═══ Data shown

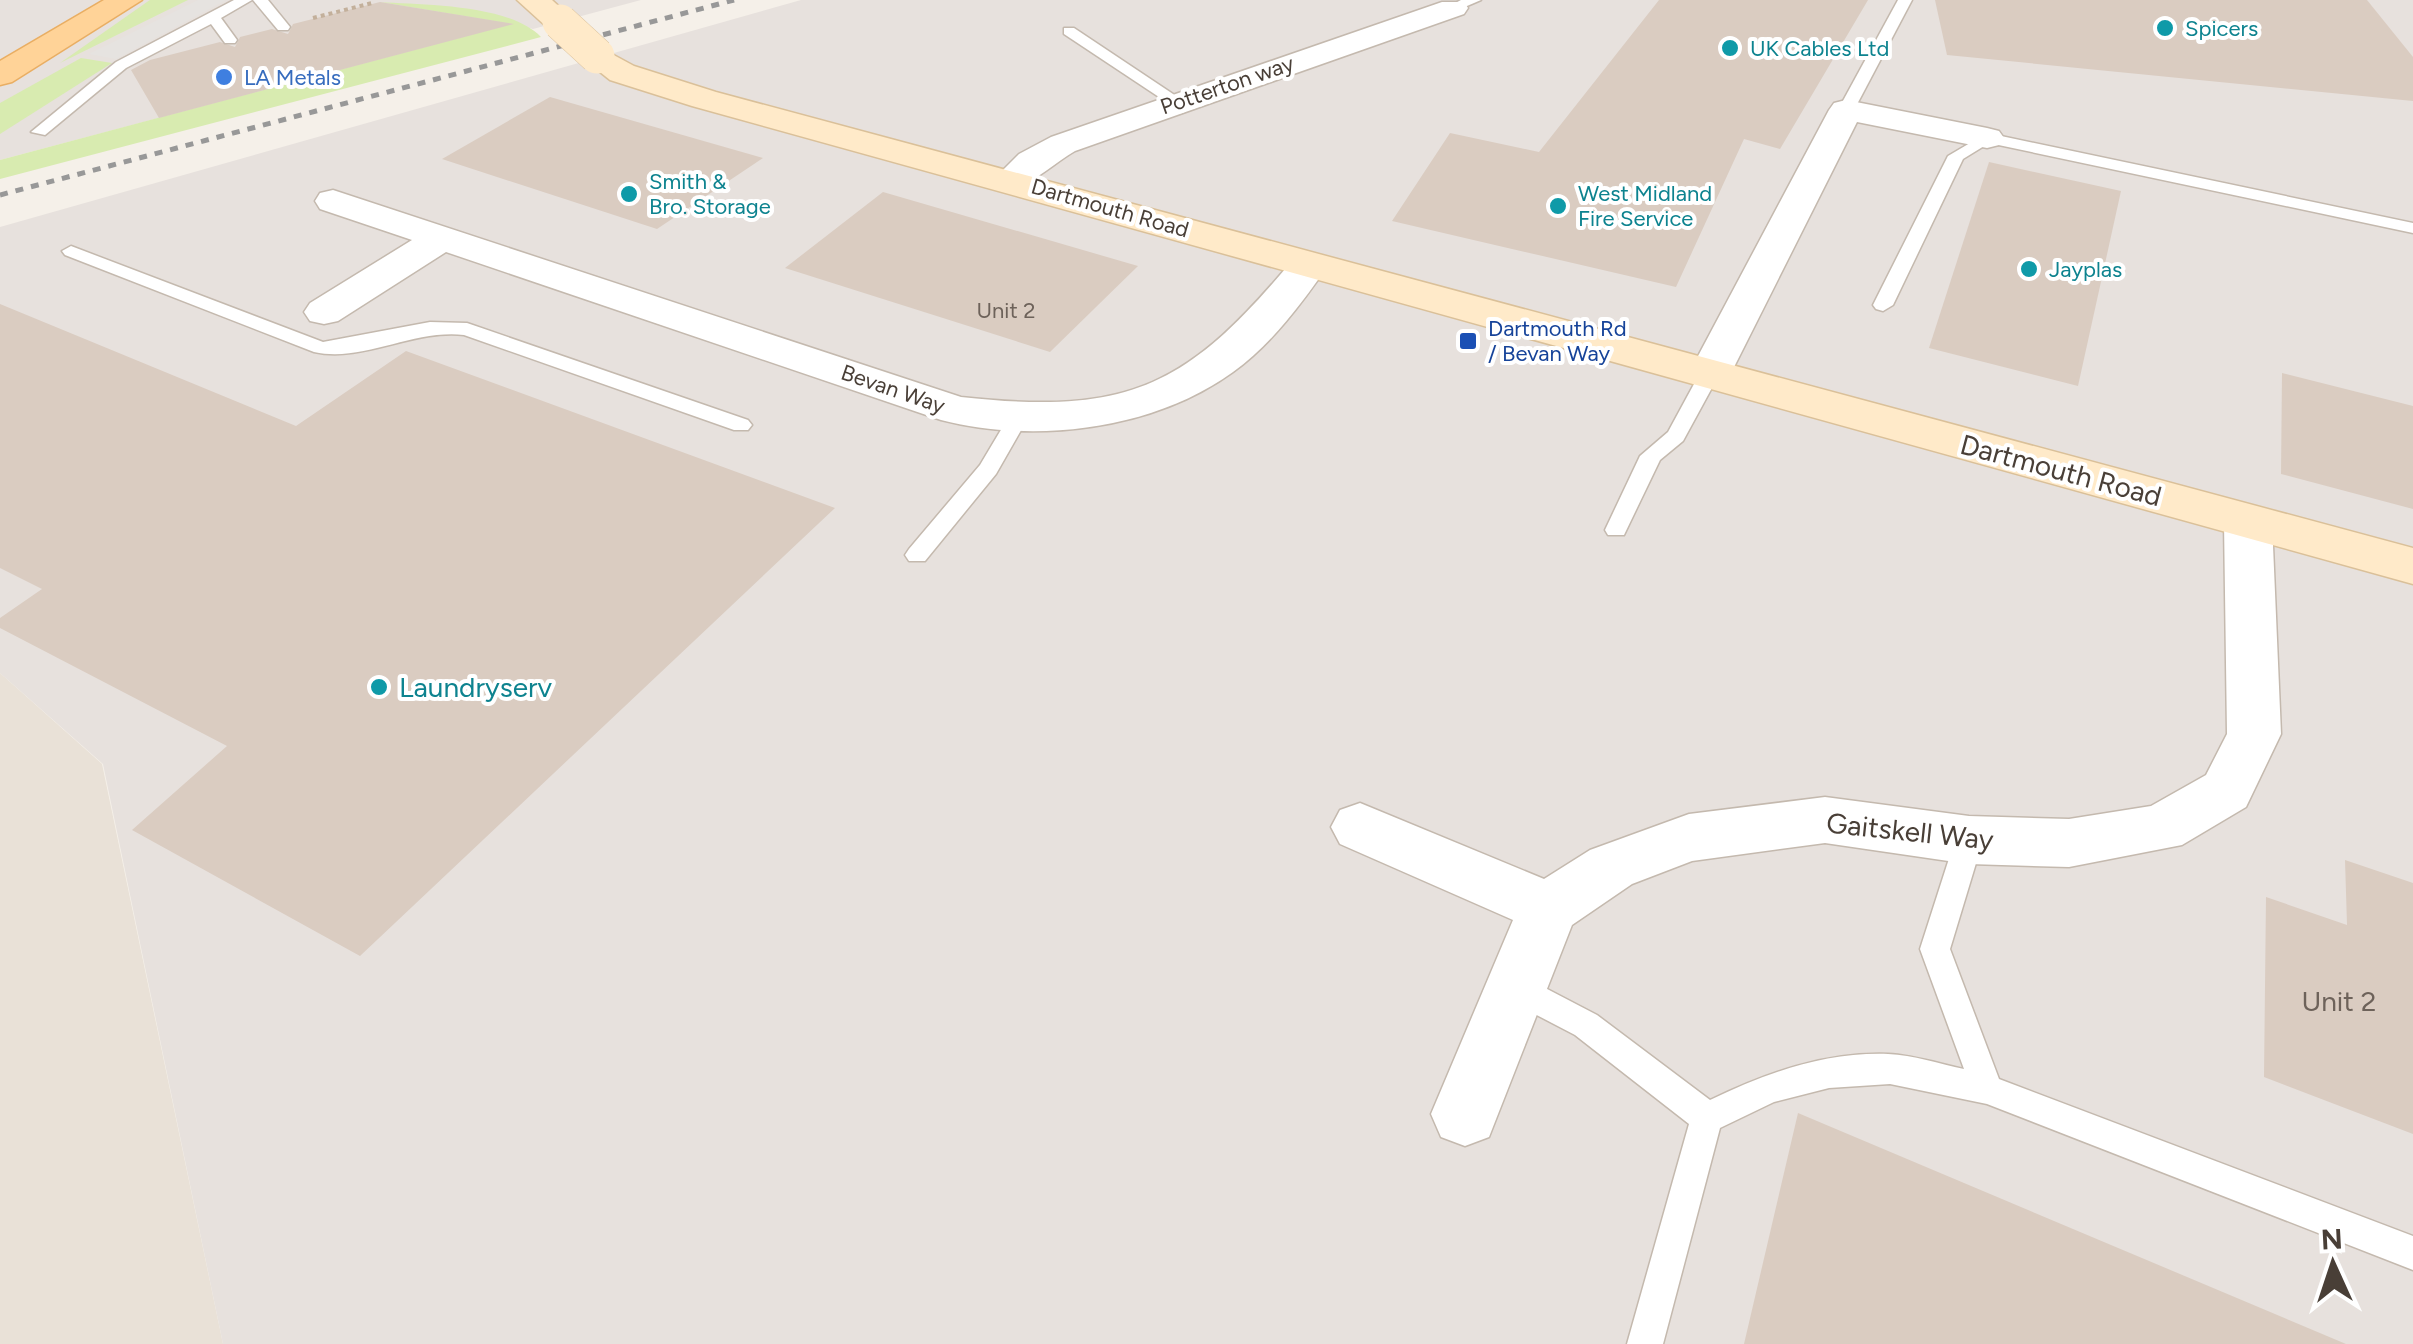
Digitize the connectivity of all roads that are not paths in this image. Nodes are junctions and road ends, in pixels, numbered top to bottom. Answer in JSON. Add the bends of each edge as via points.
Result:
{"nodes":[{"id":1,"x":76,"y":0,"type":"edge"},
{"id":2,"x":126,"y":0,"type":"edge"},
{"id":3,"x":244,"y":0,"type":"edge"},
{"id":4,"x":260,"y":0,"type":"edge"},
{"id":5,"x":533,"y":0,"type":"edge"},
{"id":6,"x":1906,"y":0,"type":"edge"},
{"id":7,"x":1464,"y":4,"type":"edge"},
{"id":8,"x":213,"y":17,"type":"junction"},
{"id":9,"x":283,"y":26,"type":"dead end"},
{"id":10,"x":1069,"y":31,"type":"dead end"},
{"id":11,"x":230,"y":40,"type":"dead end"},
{"id":12,"x":0,"y":44,"type":"edge"},
{"id":13,"x":0,"y":76,"type":"edge"},
{"id":14,"x":1177,"y":102,"type":"junction"},
{"id":15,"x":1846,"y":110,"type":"junction"},
{"id":16,"x":39,"y":132,"type":"dead end"},
{"id":17,"x":1986,"y":138,"type":"junction"},
{"id":18,"x":1010,"y":180,"type":"junction"},
{"id":19,"x":332,"y":200,"type":"dead end"},
{"id":20,"x":2413,"y":228,"type":"edge"},
{"id":21,"x":442,"y":238,"type":"junction"},
{"id":22,"x":71,"y":251,"type":"dead end"},
{"id":23,"x":1310,"y":264,"type":"junction"},
{"id":24,"x":1883,"y":305,"type":"dead end"},
{"id":25,"x":324,"y":312,"type":"joint"},
{"id":26,"x":283,"y":335,"type":"junction"},
{"id":27,"x":1710,"y":373,"type":"junction"},
{"id":28,"x":1018,"y":418,"type":"junction"},
{"id":29,"x":740,"y":425,"type":"dead end"},
{"id":30,"x":2248,"y":522,"type":"junction"},
{"id":31,"x":1616,"y":530,"type":"dead end"},
{"id":32,"x":917,"y":555,"type":"dead end"},
{"id":33,"x":2413,"y":566,"type":"edge"},
{"id":34,"x":1360,"y":827,"type":"dead end"},
{"id":35,"x":1969,"y":840,"type":"junction"},
{"id":36,"x":1548,"y":908,"type":"junction"},
{"id":37,"x":1517,"y":989,"type":"junction"},
{"id":38,"x":1987,"y":1088,"type":"junction"},
{"id":39,"x":1465,"y":1114,"type":"dead end"},
{"id":40,"x":1707,"y":1118,"type":"junction"},
{"id":41,"x":2413,"y":1253,"type":"edge"},
{"id":42,"x":1645,"y":1344,"type":"edge"}],
"edges":[{"from":1,"to":12,"type":"main road"},
{"from":2,"to":13,"type":"main road"},
{"from":3,"to":8,"type":"lane"},
{"from":4,"to":9,"type":"lane"},
{"from":5,"to":18,"type":"street","name":"Dartmouth Road","bridge":true,"via":[[622,73]]},
{"from":6,"to":15,"type":"lane"},
{"from":7,"to":14,"type":"street","name":"Potterton way"},
{"from":8,"to":11,"type":"lane"},
{"from":8,"to":16,"type":"lane","via":[[121,65]]},
{"from":10,"to":14,"type":"lane"},
{"from":14,"to":18,"type":"street","name":"Potterton way","via":[[1063,144]]},
{"from":15,"to":17,"type":"street"},
{"from":15,"to":27,"type":"street"},
{"from":17,"to":20,"type":"lane"},
{"from":17,"to":24,"type":"lane","via":[[1956,156]]},
{"from":18,"to":23,"type":"street","name":"Dartmouth Road"},
{"from":19,"to":21,"type":"street","name":"Bevan Way"},
{"from":21,"to":25,"type":"street"},
{"from":21,"to":28,"type":"street","name":"Bevan Way","via":[[956,410]]},
{"from":22,"to":26,"type":"lane"},
{"from":23,"to":27,"type":"street","name":"Dartmouth Road"},
{"from":23,"to":28,"type":"street","name":"Bevan Way","via":[[1221,362],[1177,387],[1080,416]]},
{"from":25,"to":26,"type":"lane"},
{"from":26,"to":29,"type":"lane","via":[[347,349],[442,324],[468,329]]},
{"from":27,"to":30,"type":"street","name":"Dartmouth Road"},
{"from":27,"to":31,"type":"lane","via":[[1676,436],[1652,456]]},
{"from":28,"to":32,"type":"lane","via":[[988,469]]},
{"from":30,"to":33,"type":"street","name":"Dartmouth Road"},
{"from":30,"to":35,"type":"street","name":"Gaitskell Way","via":[[2254,734],[2226,791],[2162,828],[2068,844]]},
{"from":34,"to":36,"type":"street"},
{"from":35,"to":36,"type":"street","name":"Gaitskell Way","via":[[1825,820],[1689,838],[1611,866]]},
{"from":35,"to":38,"type":"lane","via":[[1935,950]]},
{"from":36,"to":37,"type":"street"},
{"from":37,"to":39,"type":"street"},
{"from":37,"to":40,"type":"lane","via":[[1586,1025]]},
{"from":38,"to":40,"type":"lane","via":[[1890,1069],[1829,1073],[1769,1088]]},
{"from":38,"to":41,"type":"lane"},
{"from":40,"to":42,"type":"lane"}]}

══════

Exercise goal
The records above are to be set down exactly as written, with no images.

Written answer
Digitize the connectivity of all roads that are not paths in this image. Nodes are junctions and road ends, in pixels, numbered top to bottom. Answer in JSON. Add the bends of each edge as via points.
Result:
{"nodes":[{"id":1,"x":76,"y":0,"type":"edge"},
{"id":2,"x":126,"y":0,"type":"edge"},
{"id":3,"x":244,"y":0,"type":"edge"},
{"id":4,"x":260,"y":0,"type":"edge"},
{"id":5,"x":533,"y":0,"type":"edge"},
{"id":6,"x":1906,"y":0,"type":"edge"},
{"id":7,"x":1464,"y":4,"type":"edge"},
{"id":8,"x":213,"y":17,"type":"junction"},
{"id":9,"x":283,"y":26,"type":"dead end"},
{"id":10,"x":1069,"y":31,"type":"dead end"},
{"id":11,"x":230,"y":40,"type":"dead end"},
{"id":12,"x":0,"y":44,"type":"edge"},
{"id":13,"x":0,"y":76,"type":"edge"},
{"id":14,"x":1177,"y":102,"type":"junction"},
{"id":15,"x":1846,"y":110,"type":"junction"},
{"id":16,"x":39,"y":132,"type":"dead end"},
{"id":17,"x":1986,"y":138,"type":"junction"},
{"id":18,"x":1010,"y":180,"type":"junction"},
{"id":19,"x":332,"y":200,"type":"dead end"},
{"id":20,"x":2413,"y":228,"type":"edge"},
{"id":21,"x":442,"y":238,"type":"junction"},
{"id":22,"x":71,"y":251,"type":"dead end"},
{"id":23,"x":1310,"y":264,"type":"junction"},
{"id":24,"x":1883,"y":305,"type":"dead end"},
{"id":25,"x":324,"y":312,"type":"joint"},
{"id":26,"x":283,"y":335,"type":"junction"},
{"id":27,"x":1710,"y":373,"type":"junction"},
{"id":28,"x":1018,"y":418,"type":"junction"},
{"id":29,"x":740,"y":425,"type":"dead end"},
{"id":30,"x":2248,"y":522,"type":"junction"},
{"id":31,"x":1616,"y":530,"type":"dead end"},
{"id":32,"x":917,"y":555,"type":"dead end"},
{"id":33,"x":2413,"y":566,"type":"edge"},
{"id":34,"x":1360,"y":827,"type":"dead end"},
{"id":35,"x":1969,"y":840,"type":"junction"},
{"id":36,"x":1548,"y":908,"type":"junction"},
{"id":37,"x":1517,"y":989,"type":"junction"},
{"id":38,"x":1987,"y":1088,"type":"junction"},
{"id":39,"x":1465,"y":1114,"type":"dead end"},
{"id":40,"x":1707,"y":1118,"type":"junction"},
{"id":41,"x":2413,"y":1253,"type":"edge"},
{"id":42,"x":1645,"y":1344,"type":"edge"}],
"edges":[{"from":1,"to":12,"type":"main road"},
{"from":2,"to":13,"type":"main road"},
{"from":3,"to":8,"type":"lane"},
{"from":4,"to":9,"type":"lane"},
{"from":5,"to":18,"type":"street","name":"Dartmouth Road","bridge":true,"via":[[622,73]]},
{"from":6,"to":15,"type":"lane"},
{"from":7,"to":14,"type":"street","name":"Potterton way"},
{"from":8,"to":11,"type":"lane"},
{"from":8,"to":16,"type":"lane","via":[[121,65]]},
{"from":10,"to":14,"type":"lane"},
{"from":14,"to":18,"type":"street","name":"Potterton way","via":[[1063,144]]},
{"from":15,"to":17,"type":"street"},
{"from":15,"to":27,"type":"street"},
{"from":17,"to":20,"type":"lane"},
{"from":17,"to":24,"type":"lane","via":[[1956,156]]},
{"from":18,"to":23,"type":"street","name":"Dartmouth Road"},
{"from":19,"to":21,"type":"street","name":"Bevan Way"},
{"from":21,"to":25,"type":"street"},
{"from":21,"to":28,"type":"street","name":"Bevan Way","via":[[956,410]]},
{"from":22,"to":26,"type":"lane"},
{"from":23,"to":27,"type":"street","name":"Dartmouth Road"},
{"from":23,"to":28,"type":"street","name":"Bevan Way","via":[[1221,362],[1177,387],[1080,416]]},
{"from":25,"to":26,"type":"lane"},
{"from":26,"to":29,"type":"lane","via":[[347,349],[442,324],[468,329]]},
{"from":27,"to":30,"type":"street","name":"Dartmouth Road"},
{"from":27,"to":31,"type":"lane","via":[[1676,436],[1652,456]]},
{"from":28,"to":32,"type":"lane","via":[[988,469]]},
{"from":30,"to":33,"type":"street","name":"Dartmouth Road"},
{"from":30,"to":35,"type":"street","name":"Gaitskell Way","via":[[2254,734],[2226,791],[2162,828],[2068,844]]},
{"from":34,"to":36,"type":"street"},
{"from":35,"to":36,"type":"street","name":"Gaitskell Way","via":[[1825,820],[1689,838],[1611,866]]},
{"from":35,"to":38,"type":"lane","via":[[1935,950]]},
{"from":36,"to":37,"type":"street"},
{"from":37,"to":39,"type":"street"},
{"from":37,"to":40,"type":"lane","via":[[1586,1025]]},
{"from":38,"to":40,"type":"lane","via":[[1890,1069],[1829,1073],[1769,1088]]},
{"from":38,"to":41,"type":"lane"},
{"from":40,"to":42,"type":"lane"}]}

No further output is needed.